In recent weeks, more developing countries are turning to the World Bank to help ease the effects of the global credit squeeze, World Bank President Robert Zoellick said on Tuesday, a sign that a larger number of countries are now being hit by the financial crisis.
Zoellick said the World Bank is now estimating that global trade, the lifeblood of economies, will drop next year for the first time since 1982 due to the global credit strains. "It is our estimate that trade could actually fall, not grow more slowly or have growth fall, but actually fall next year, for the first time since 1982," Zoellick said in an interview with Reuters ahead of a meeting of world leaders.
"What we are seeing is that the falloff is not just due to slip in demand, although that will happen, but our rough estimate is that some 80 percent of the decline is due to problems of credit," he added.
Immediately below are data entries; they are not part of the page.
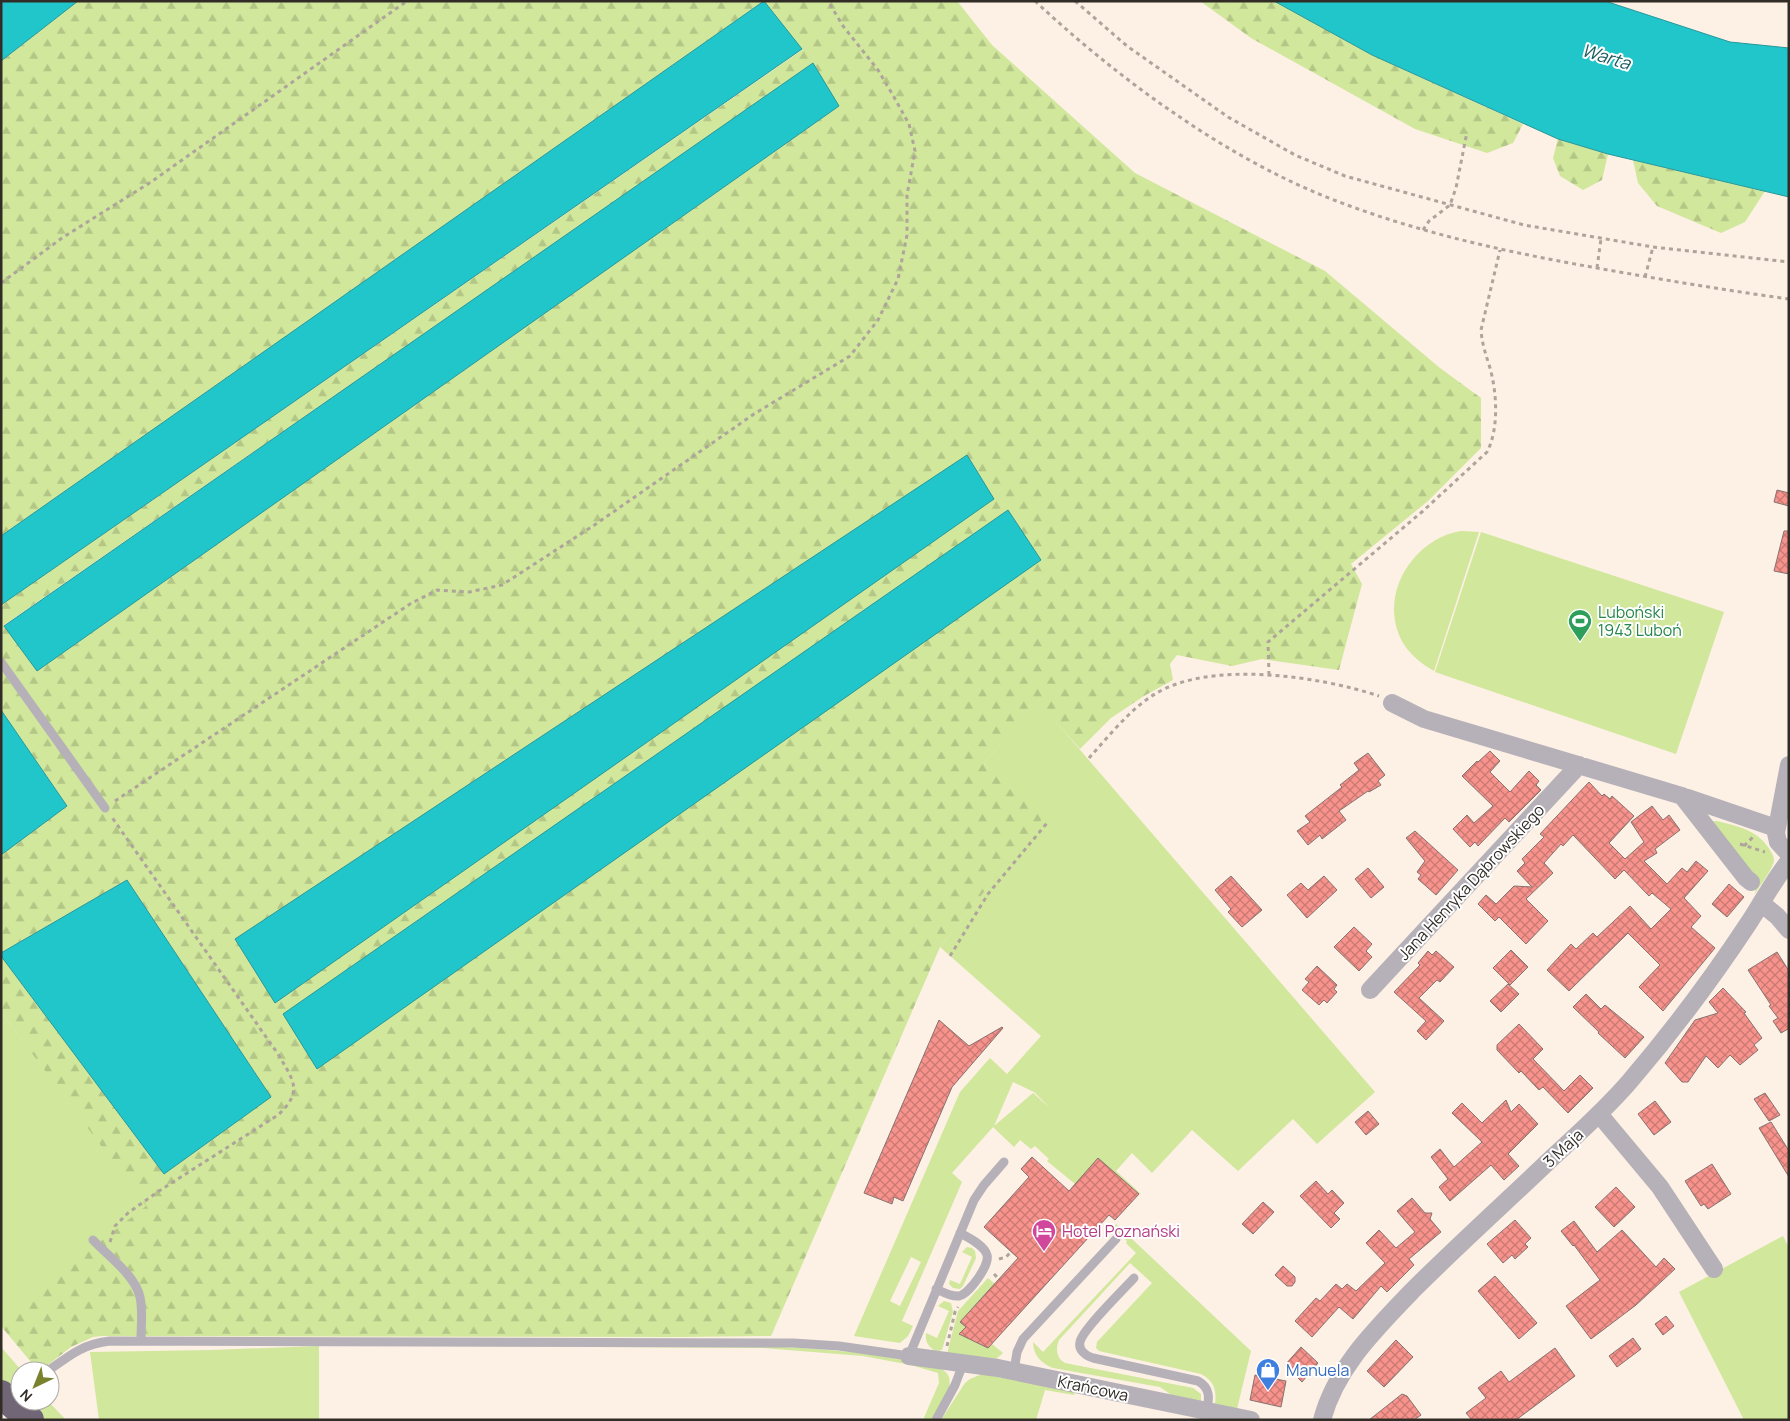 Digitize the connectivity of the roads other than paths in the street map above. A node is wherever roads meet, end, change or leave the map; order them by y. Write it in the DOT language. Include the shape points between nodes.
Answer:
graph roads {
  1 [pos="1,662"];
  2 [pos="1392,703"];
  3 [pos="1789,765"];
  4 [pos="1575,770"];
  5 [pos="1682,796"];
  6 [pos="105,808"];
  7 [pos="1776,828"];
  8 [pos="1783,857"];
  9 [pos="1751,882"];
  10 [pos="1761,903"];
  11 [pos="1789,930"];
  12 [pos="1370,990"];
  13 [pos="1599,1114"];
  14 [pos="1004,1162"];
  15 [pos="960,1233"];
  16 [pos="1116,1239"];
  17 [pos="93,1240"];
  18 [pos="1714,1269"];
  19 [pos="1134,1278"];
  20 [pos="936,1290"];
  21 [pos="141,1340"];
  22 [pos="909,1356"];
  23 [pos="60,1363"];
  24 [pos="963,1364"];
  25 [pos="1014,1371"];
  26 [pos="1,1394"];
  27 [pos="1207,1411"];
  28 [pos="30,1420"];
  29 [pos="936,1420"];
  30 [pos="1251,1420"];
  31 [pos="1322,1420"];
  1 -- 6 [label="lane"];
  2 -- 4 [label="street" via="1424,719"];
  3 -- 7 [label="street"];
  4 -- 5 [label="street"];
  4 -- 12 [label="street, Jana Henryka Dąbrowskiego"];
  5 -- 7 [label="street"];
  5 -- 9 [label="street"];
  7 -- 8 [label="street"];
  8 -- 10 [label="street, 3 Maja"];
  10 -- 11 [label="street"];
  10 -- 13 [label="street, 3 Maja" via="1672,1029"];
  13 -- 18 [label="street" via="1660,1187"];
  13 -- 31 [label="street, 3 Maja" via="1437,1266 1377,1328 1344,1371"];
  14 -- 15 [label="lane" via="978,1192"];
  15 -- 20 [label="lane"];
  15 -- 20 [label="lane" via="986,1252 987,1263 962,1295 951,1296"];
  16 -- 25 [label="lane" via="1023,1339"];
  17 -- 21 [label="lane" via="137,1288"];
  19 -- 27 [label="lane" via="1085,1332 1080,1348 1088,1357 1198,1381 1209,1394"];
  20 -- 22 [label="lane"];
  21 -- 22 [label="lane" via="793,1342"];
  21 -- 23 [label="lane" via="86,1346"];
  22 -- 24 [label="street, Krańcowa"];
  24 -- 25 [label="street, Krańcowa"];
  24 -- 29 [label="lane"];
  25 -- 27 [label="street, Krańcowa"];
  26 -- 28 [label="highway"];
  27 -- 30 [label="street, Krańcowa"];
}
He pointed at the Baltic Dry Index, a good gauge for supply and demand for basic shipping materials, has fallen some 90 percent to 92 percent since the summer.
Emerging market economies have come under pressure in recent months as investors unwind funding positions amid worries about a global recession. The problem for many of them is they cannot quickly access the credit they need because banks are hoarding money and refuse to lend to each other. The bleaker outlook for growth in the developing world is reflected in the World Bank's sharp cut in its growth forecast for developing countries to 4.6 percent for next year, from 6.4 percent projected in June.
It also forecast that advanced economies will contract 0.1 percent next year, cutting its previous forecast, which projected growth of 2 percent. It said the world economy would not likely slow to 1 percent in 2009. Zoellick said the World Bank expected its lending this year to increase sharply to $35 billion compared to $13.5 billion last year.
"We're trying to provide resources, but we're trying to target them at particular needs, whether it be infrastructure, social development, trade finance, and that is also a way of drawing in donors," he added. Asked whether he'd seen signs of more borrowing, Zoellick replied, "Hugely.
We probably would have increased our $13.5 billion lending by a few billion dollars before ... but what we have seen over the course of the last month, literally over the last few days, is that we're having big countries come to us." He said countries such as Mexico, Indonesia and Colombia, worried about access to credit to finance development projects, were tapping the World Bank's contingency financing fund.
The World Bank's improved Deferred Drawdown Option, also known as the DDO, provides borrowers with greater certainty that the funds will be available when needed. Overall, Zoellick said the World Bank was ready to increase new lending to emerging economies of up to $100 billion over the next three years to counter the effects of the crisis.
It could also provide up to $42 billion in grants and low-interest loans to poorer countries, which may not be directly hit by the financial crisis, but will feel the impact of a slowing global economy, he added. Zoellick also underlined plans by the World Bank's private-sector lender, the International Finance Corp, to increase its trade financing to $3 billion from $1.5 billion to assist developing countries hard hit by tighter global credit markets.
He said new and expanded IFC funds could see lending of around $30 billion to assist the private sector in developing countries, including through recapitalization of banks and help to develop infrastructure projects. As 20 world leaders meet this weekend in Washington to shore up the global financial system, Zoellick played down expectations the meeting will come up with concrete answers.